PROBLEM: Return the entries exactly. Images are not part of the copy.

=== Begin Enclosure ===

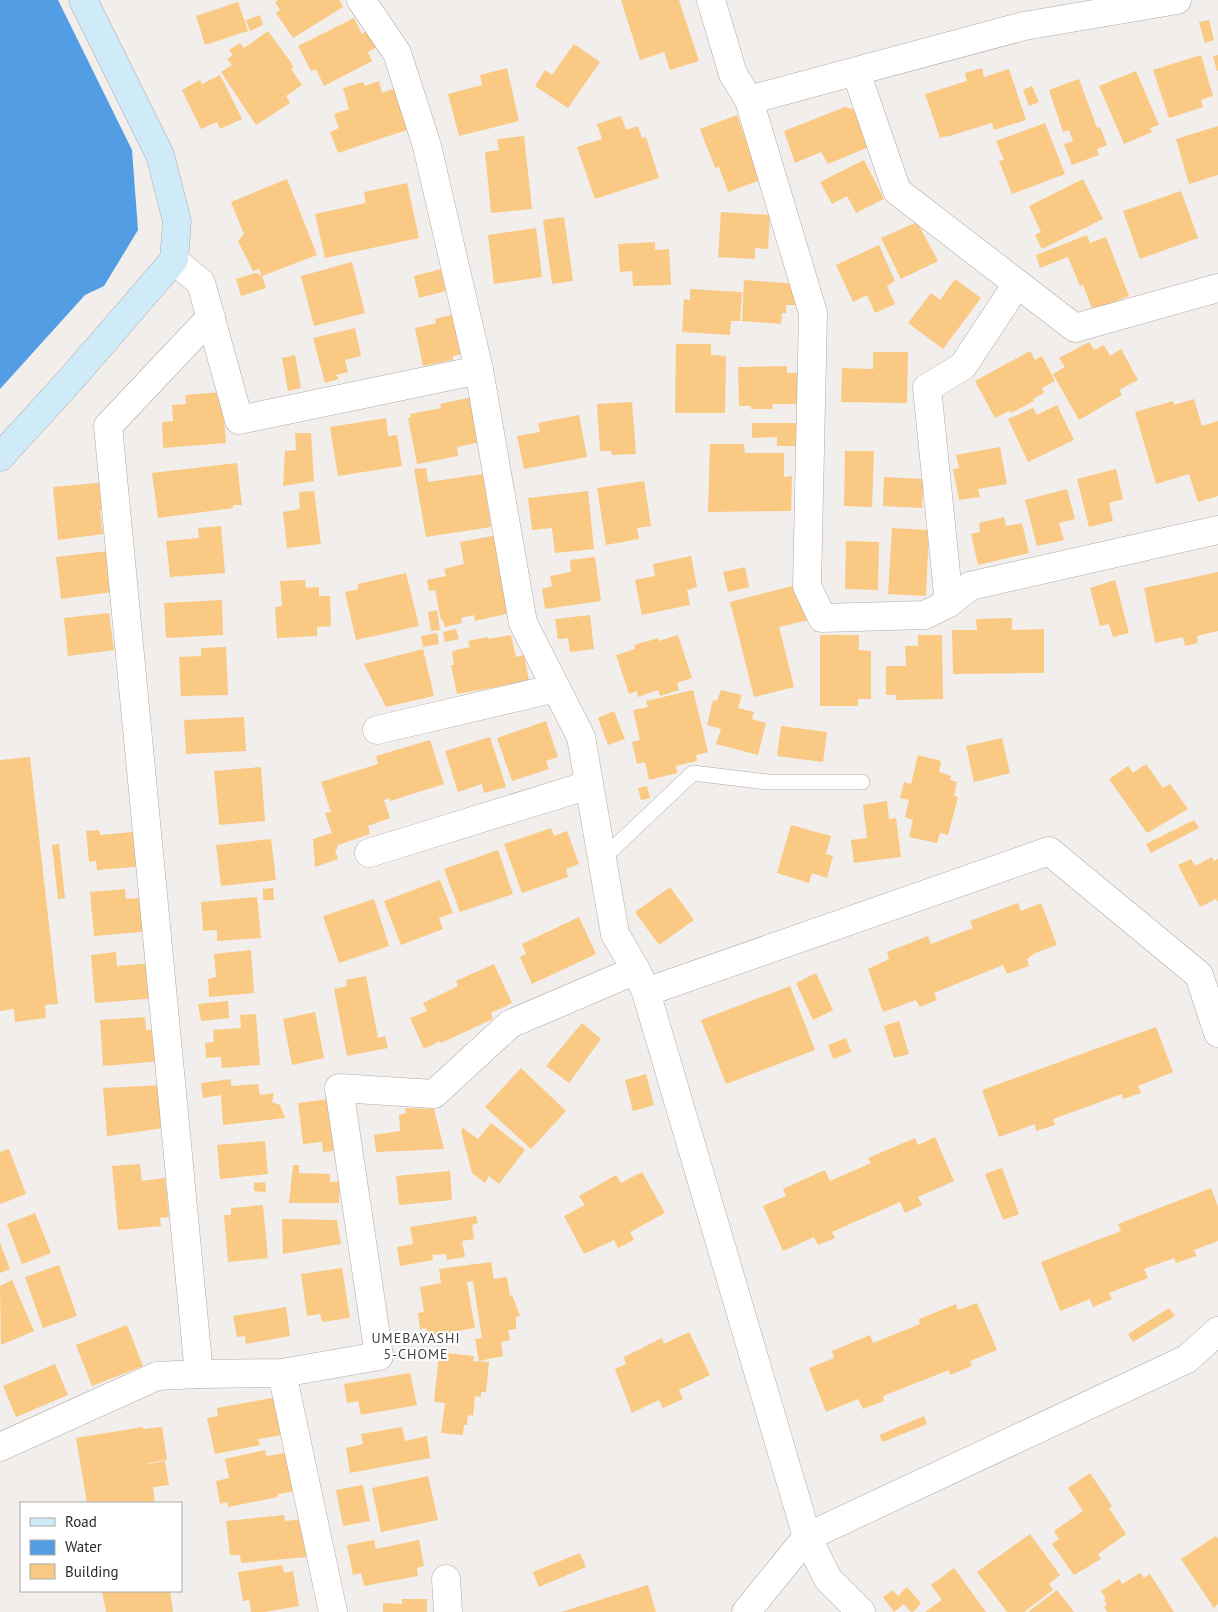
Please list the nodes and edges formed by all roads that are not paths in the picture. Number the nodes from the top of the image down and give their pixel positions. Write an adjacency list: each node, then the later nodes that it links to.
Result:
1 (83, 0): 7 (street)
2 (361, 0): 11 (street)
3 (711, 0): 6 (street)
4 (1177, 0): 5 (street)
5 (856, 72): 6 (street); 8 (street)
6 (749, 100): 14 (street)
7 (174, 260): 10 (street); 12 (street)
8 (1017, 284): 9 (street); 14 (street)
9 (1218, 288)
10 (211, 317): 11 (street); 25 (street)
11 (479, 370): 15 (street)
12 (0, 457)
13 (1218, 530): 14 (street)
14 (949, 603)
15 (556, 688): 16 (street); 18 (street)
16 (377, 730)
17 (862, 782): 20 (lane)
18 (590, 785): 19 (street); 20 (street)
19 (369, 853)
20 (602, 859): 21 (street)
21 (641, 981): 22 (street); 24 (street); 27 (street)
22 (1218, 1033)
23 (1218, 1331): 27 (street)
24 (282, 1373): 25 (street); 29 (street)
25 (198, 1374): 26 (street)
26 (0, 1446)
27 (807, 1537): 31 (street); 32 (street)
28 (446, 1579): 30 (street)
29 (333, 1612)
30 (448, 1612)
31 (746, 1612)
32 (861, 1612)

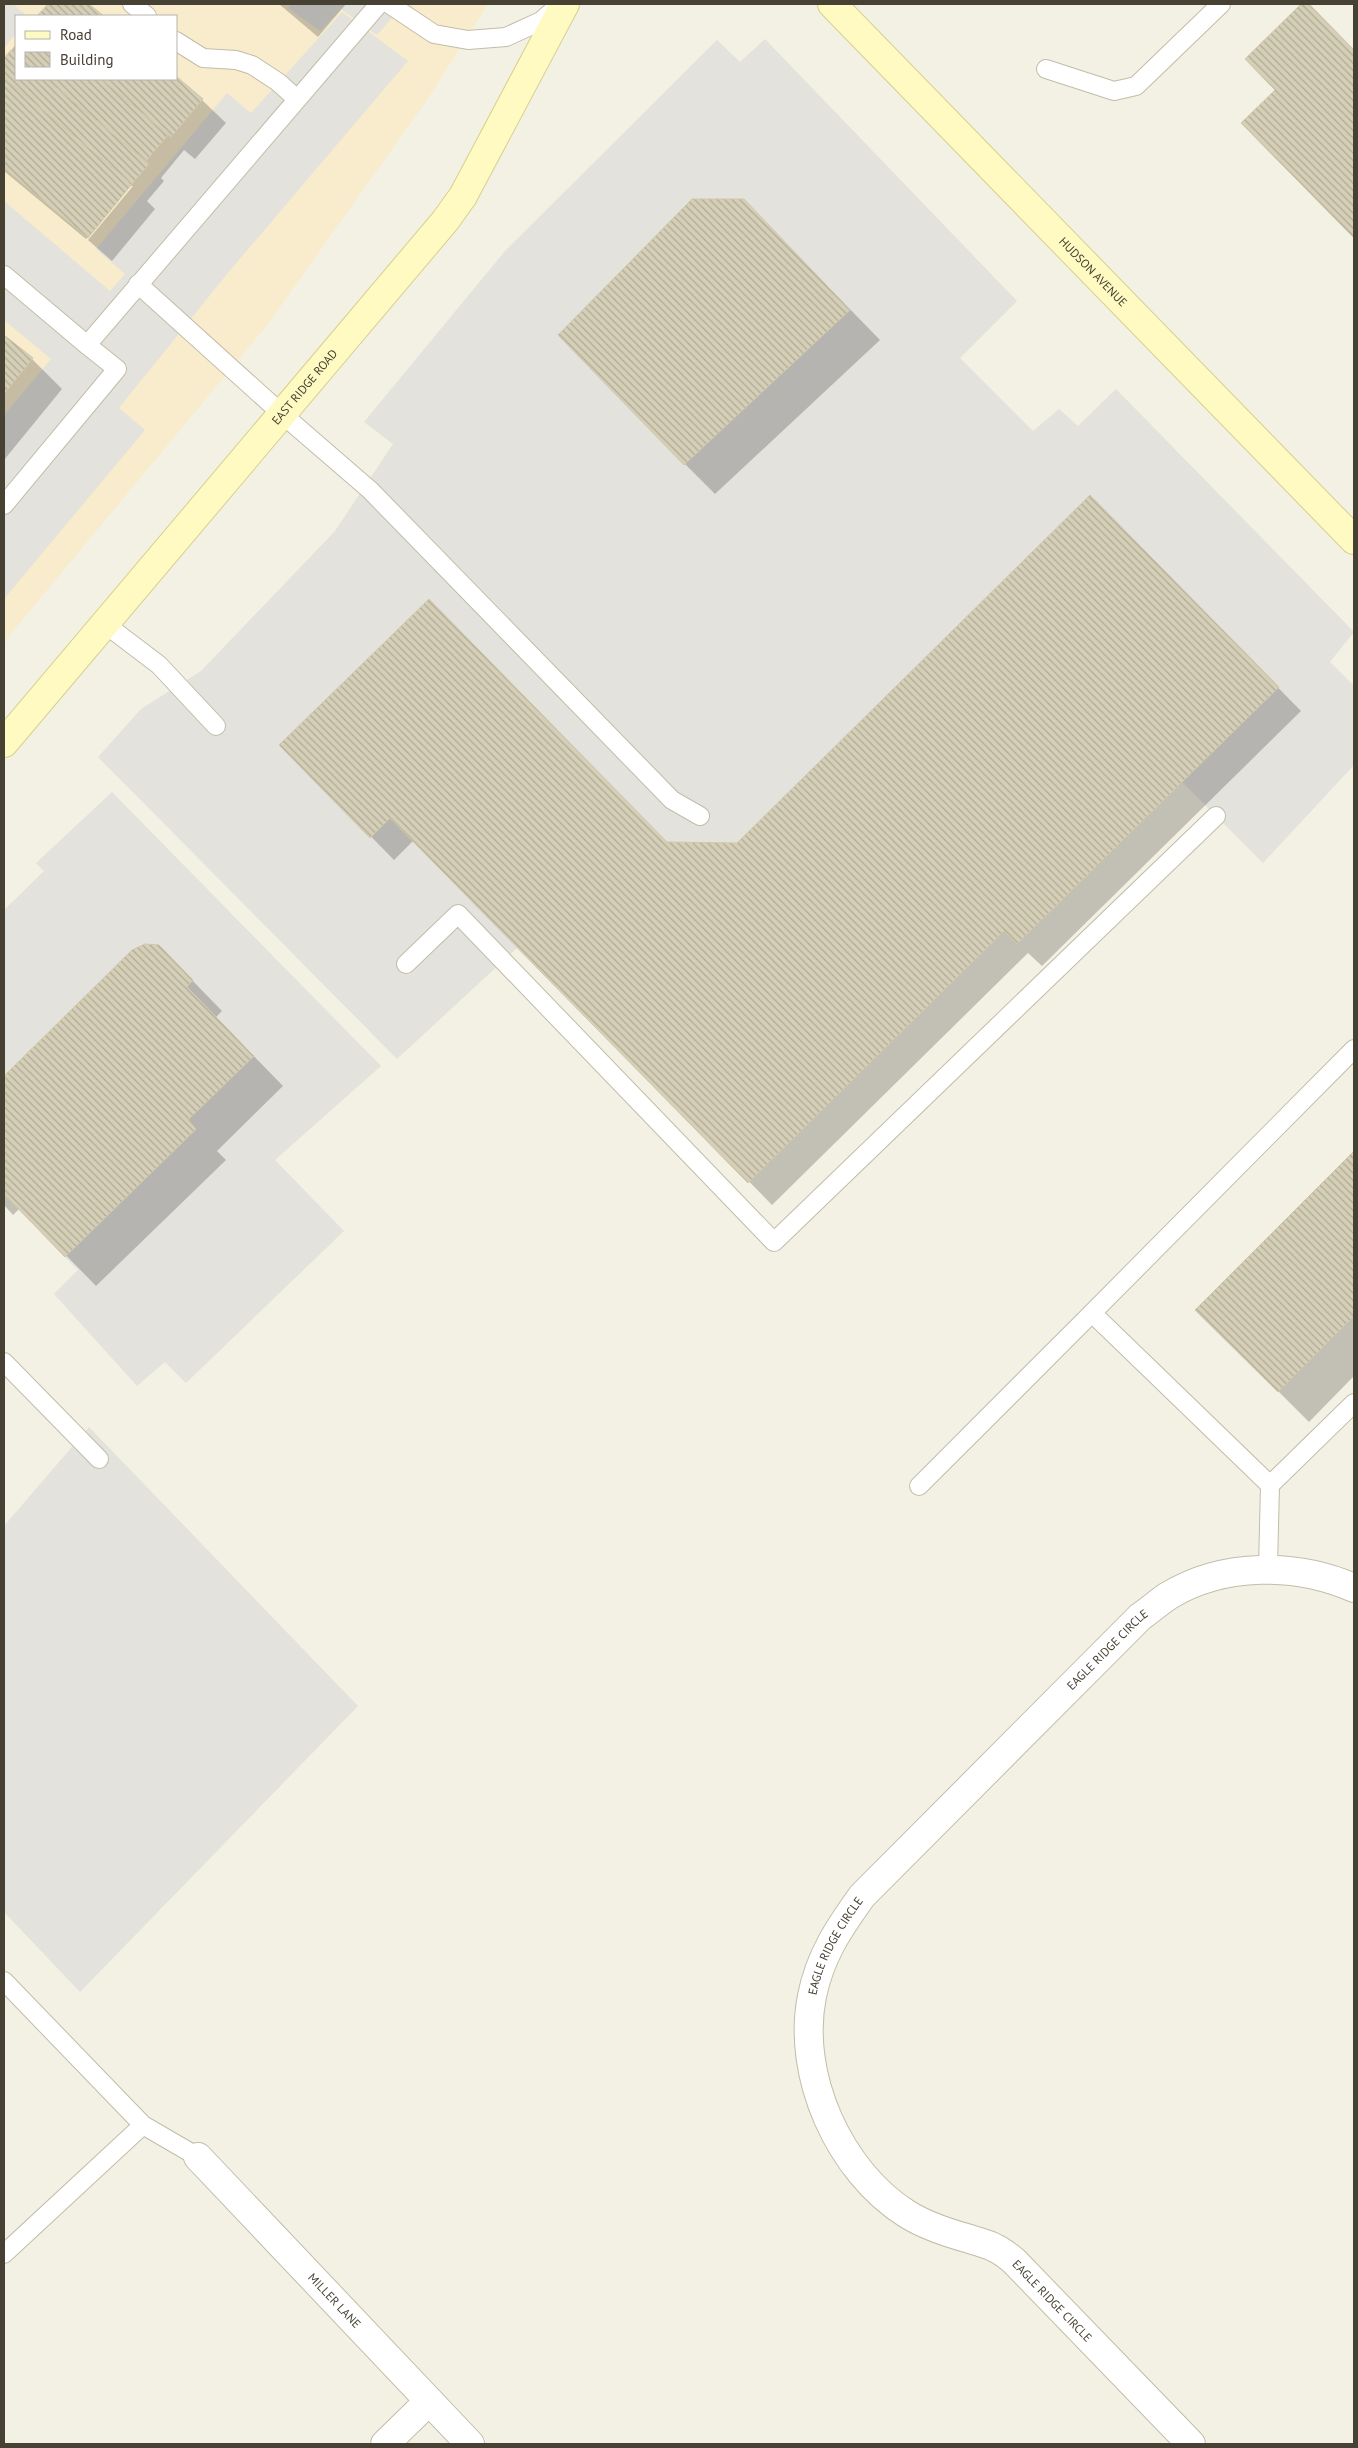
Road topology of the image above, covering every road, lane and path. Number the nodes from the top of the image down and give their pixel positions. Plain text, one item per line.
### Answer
1 (132, 4) edge
2 (379, 4) edge
3 (389, 4) edge
4 (560, 4) edge
5 (565, 4) edge
6 (832, 4) edge
7 (1221, 4) edge
8 (146, 15) edge
9 (178, 42) edge
10 (1046, 69) dead end
11 (297, 99) junction
12 (4, 275) edge
13 (138, 284) junction
14 (87, 345) junction
15 (282, 414) junction
16 (4, 504) edge
17 (1354, 540) edge
18 (105, 624) junction
19 (216, 726) dead end
20 (8, 728) edge
21 (700, 816) dead end
22 (1216, 816) dead end
23 (406, 964) dead end
24 (1354, 1049) edge
25 (1092, 1313) junction
26 (4, 1362) edge
27 (1354, 1403) edge
28 (99, 1459) dead end
29 (1270, 1485) junction
30 (919, 1486) dead end
31 (1268, 1568) junction
32 (1354, 1588) edge
33 (4, 1981) edge
34 (142, 2125) junction
35 (198, 2157) joint
36 (4, 2254) edge
37 (429, 2401) junction
38 (385, 2444) edge
39 (470, 2444) edge
40 (1191, 2444) edge

1 - 8 lane
2 - 11 lane
3 - 4 lane
5 - 15 main road, EAST RIDGE ROAD
6 - 17 main road, HUDSON AVENUE
7 - 10 lane
9 - 11 lane
11 - 13 lane
12 - 14 lane
13 - 14 lane
13 - 15 lane
14 - 16 lane
15 - 18 main road, EAST RIDGE ROAD
15 - 21 lane
18 - 19 lane
18 - 20 main road, EAST RIDGE ROAD
22 - 23 lane
24 - 25 lane
25 - 29 lane
25 - 30 lane
26 - 28 lane
27 - 29 lane
29 - 31 lane
31 - 32 street, EAGLE RIDGE CIRCLE
31 - 40 street, EAGLE RIDGE CIRCLE
33 - 34 lane
34 - 35 lane
34 - 36 lane
35 - 37 street, MILLER LANE
37 - 38 street
37 - 39 street, MILLER LANE

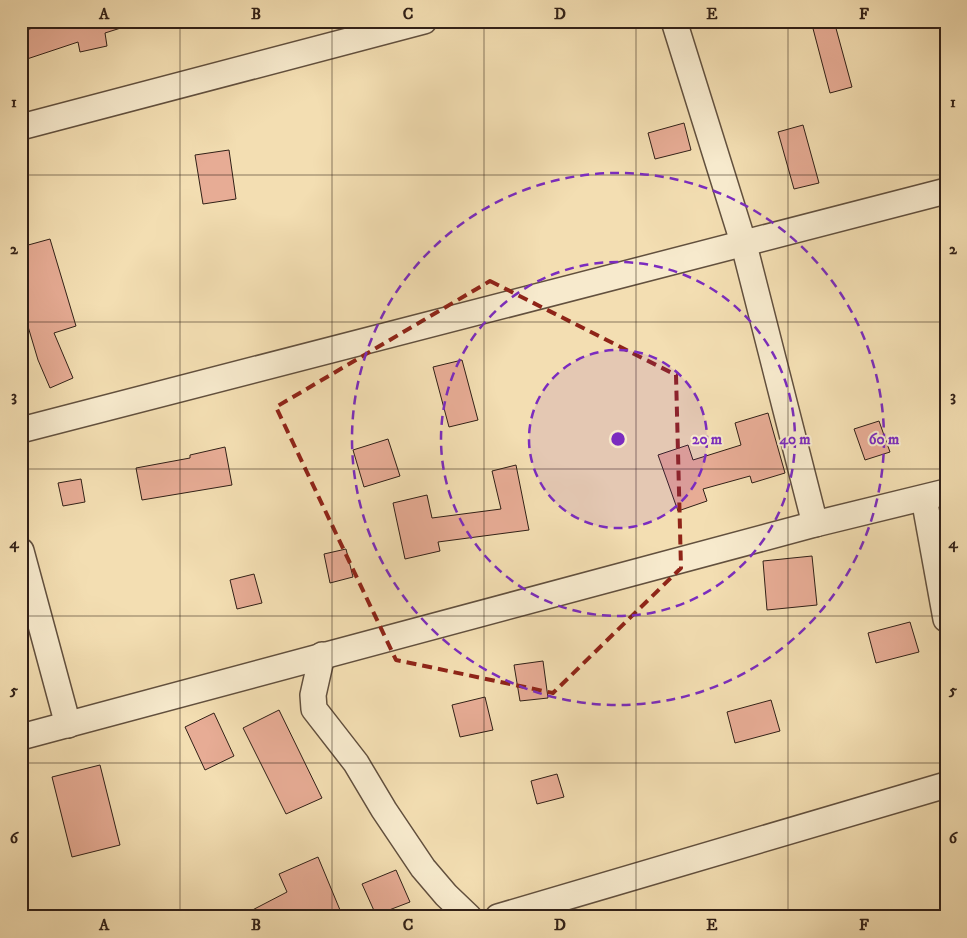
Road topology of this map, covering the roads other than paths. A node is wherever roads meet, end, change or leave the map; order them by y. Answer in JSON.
{"nodes":[{"id":1,"x":424,"y":21,"type":"edge"},
{"id":2,"x":674,"y":21,"type":"edge"},
{"id":3,"x":21,"y":128,"type":"edge"},
{"id":4,"x":946,"y":191,"type":"edge"},
{"id":5,"x":744,"y":244,"type":"junction"},
{"id":6,"x":21,"y":430,"type":"edge"},
{"id":7,"x":935,"y":495,"type":"edge"},
{"id":8,"x":815,"y":524,"type":"junction"},
{"id":9,"x":21,"y":550,"type":"edge"},
{"id":10,"x":946,"y":619,"type":"edge"},
{"id":11,"x":322,"y":655,"type":"junction"},
{"id":12,"x":68,"y":725,"type":"junction"},
{"id":13,"x":21,"y":737,"type":"edge"},
{"id":14,"x":946,"y":785,"type":"edge"},
{"id":15,"x":469,"y":917,"type":"edge"},
{"id":16,"x":498,"y":917,"type":"edge"}],
"edges":[{"from":1,"to":3,"type":"street"},
{"from":2,"to":5,"type":"street"},
{"from":4,"to":5,"type":"street"},
{"from":5,"to":6,"type":"street"},
{"from":5,"to":8,"type":"street"},
{"from":7,"to":8,"type":"street"},
{"from":7,"to":10,"type":"street"},
{"from":8,"to":11,"type":"street"},
{"from":9,"to":12,"type":"street"},
{"from":11,"to":12,"type":"street"},
{"from":11,"to":15,"type":"street"},
{"from":12,"to":13,"type":"street"},
{"from":14,"to":16,"type":"street"}]}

=== End Enclosure ===

RESULT FOR THIS EXERCISE:
Please list the nodes and edges formed by all roads that are not paths in the picture. Number the nodes from the top of the image down and give their pixel positions. Write an adjacency list: each node, then the later nodes that it links to.
Result:
1 (83, 0): 7 (street)
2 (361, 0): 11 (street)
3 (711, 0): 6 (street)
4 (1177, 0): 5 (street)
5 (856, 72): 6 (street); 8 (street)
6 (749, 100): 14 (street)
7 (174, 260): 10 (street); 12 (street)
8 (1017, 284): 9 (street); 14 (street)
9 (1218, 288)
10 (211, 317): 11 (street); 25 (street)
11 (479, 370): 15 (street)
12 (0, 457)
13 (1218, 530): 14 (street)
14 (949, 603)
15 (556, 688): 16 (street); 18 (street)
16 (377, 730)
17 (862, 782): 20 (lane)
18 (590, 785): 19 (street); 20 (street)
19 (369, 853)
20 (602, 859): 21 (street)
21 (641, 981): 22 (street); 24 (street); 27 (street)
22 (1218, 1033)
23 (1218, 1331): 27 (street)
24 (282, 1373): 25 (street); 29 (street)
25 (198, 1374): 26 (street)
26 (0, 1446)
27 (807, 1537): 31 (street); 32 (street)
28 (446, 1579): 30 (street)
29 (333, 1612)
30 (448, 1612)
31 (746, 1612)
32 (861, 1612)

Road topology of the image above, covering every road, lane and path. Number the nodes from the top of the image down and give their pixel positions. Plain text, one item per line.
### Answer
1 (132, 4) edge
2 (379, 4) edge
3 (389, 4) edge
4 (560, 4) edge
5 (565, 4) edge
6 (832, 4) edge
7 (1221, 4) edge
8 (146, 15) edge
9 (178, 42) edge
10 (1046, 69) dead end
11 (297, 99) junction
12 (4, 275) edge
13 (138, 284) junction
14 (87, 345) junction
15 (282, 414) junction
16 (4, 504) edge
17 (1354, 540) edge
18 (105, 624) junction
19 (216, 726) dead end
20 (8, 728) edge
21 (700, 816) dead end
22 (1216, 816) dead end
23 (406, 964) dead end
24 (1354, 1049) edge
25 (1092, 1313) junction
26 (4, 1362) edge
27 (1354, 1403) edge
28 (99, 1459) dead end
29 (1270, 1485) junction
30 (919, 1486) dead end
31 (1268, 1568) junction
32 (1354, 1588) edge
33 (4, 1981) edge
34 (142, 2125) junction
35 (198, 2157) joint
36 (4, 2254) edge
37 (429, 2401) junction
38 (385, 2444) edge
39 (470, 2444) edge
40 (1191, 2444) edge

1 - 8 lane
2 - 11 lane
3 - 4 lane
5 - 15 main road, EAST RIDGE ROAD
6 - 17 main road, HUDSON AVENUE
7 - 10 lane
9 - 11 lane
11 - 13 lane
12 - 14 lane
13 - 14 lane
13 - 15 lane
14 - 16 lane
15 - 18 main road, EAST RIDGE ROAD
15 - 21 lane
18 - 19 lane
18 - 20 main road, EAST RIDGE ROAD
22 - 23 lane
24 - 25 lane
25 - 29 lane
25 - 30 lane
26 - 28 lane
27 - 29 lane
29 - 31 lane
31 - 32 street, EAGLE RIDGE CIRCLE
31 - 40 street, EAGLE RIDGE CIRCLE
33 - 34 lane
34 - 35 lane
34 - 36 lane
35 - 37 street, MILLER LANE
37 - 38 street
37 - 39 street, MILLER LANE

Road topology of this map, covering the roads other than paths. A node is wherever roads meet, end, change or leave the map; order them by y. Answer in JSON.
{"nodes":[{"id":1,"x":424,"y":21,"type":"edge"},
{"id":2,"x":674,"y":21,"type":"edge"},
{"id":3,"x":21,"y":128,"type":"edge"},
{"id":4,"x":946,"y":191,"type":"edge"},
{"id":5,"x":744,"y":244,"type":"junction"},
{"id":6,"x":21,"y":430,"type":"edge"},
{"id":7,"x":935,"y":495,"type":"edge"},
{"id":8,"x":815,"y":524,"type":"junction"},
{"id":9,"x":21,"y":550,"type":"edge"},
{"id":10,"x":946,"y":619,"type":"edge"},
{"id":11,"x":322,"y":655,"type":"junction"},
{"id":12,"x":68,"y":725,"type":"junction"},
{"id":13,"x":21,"y":737,"type":"edge"},
{"id":14,"x":946,"y":785,"type":"edge"},
{"id":15,"x":469,"y":917,"type":"edge"},
{"id":16,"x":498,"y":917,"type":"edge"}],
"edges":[{"from":1,"to":3,"type":"street"},
{"from":2,"to":5,"type":"street"},
{"from":4,"to":5,"type":"street"},
{"from":5,"to":6,"type":"street"},
{"from":5,"to":8,"type":"street"},
{"from":7,"to":8,"type":"street"},
{"from":7,"to":10,"type":"street"},
{"from":8,"to":11,"type":"street"},
{"from":9,"to":12,"type":"street"},
{"from":11,"to":12,"type":"street"},
{"from":11,"to":15,"type":"street"},
{"from":12,"to":13,"type":"street"},
{"from":14,"to":16,"type":"street"}]}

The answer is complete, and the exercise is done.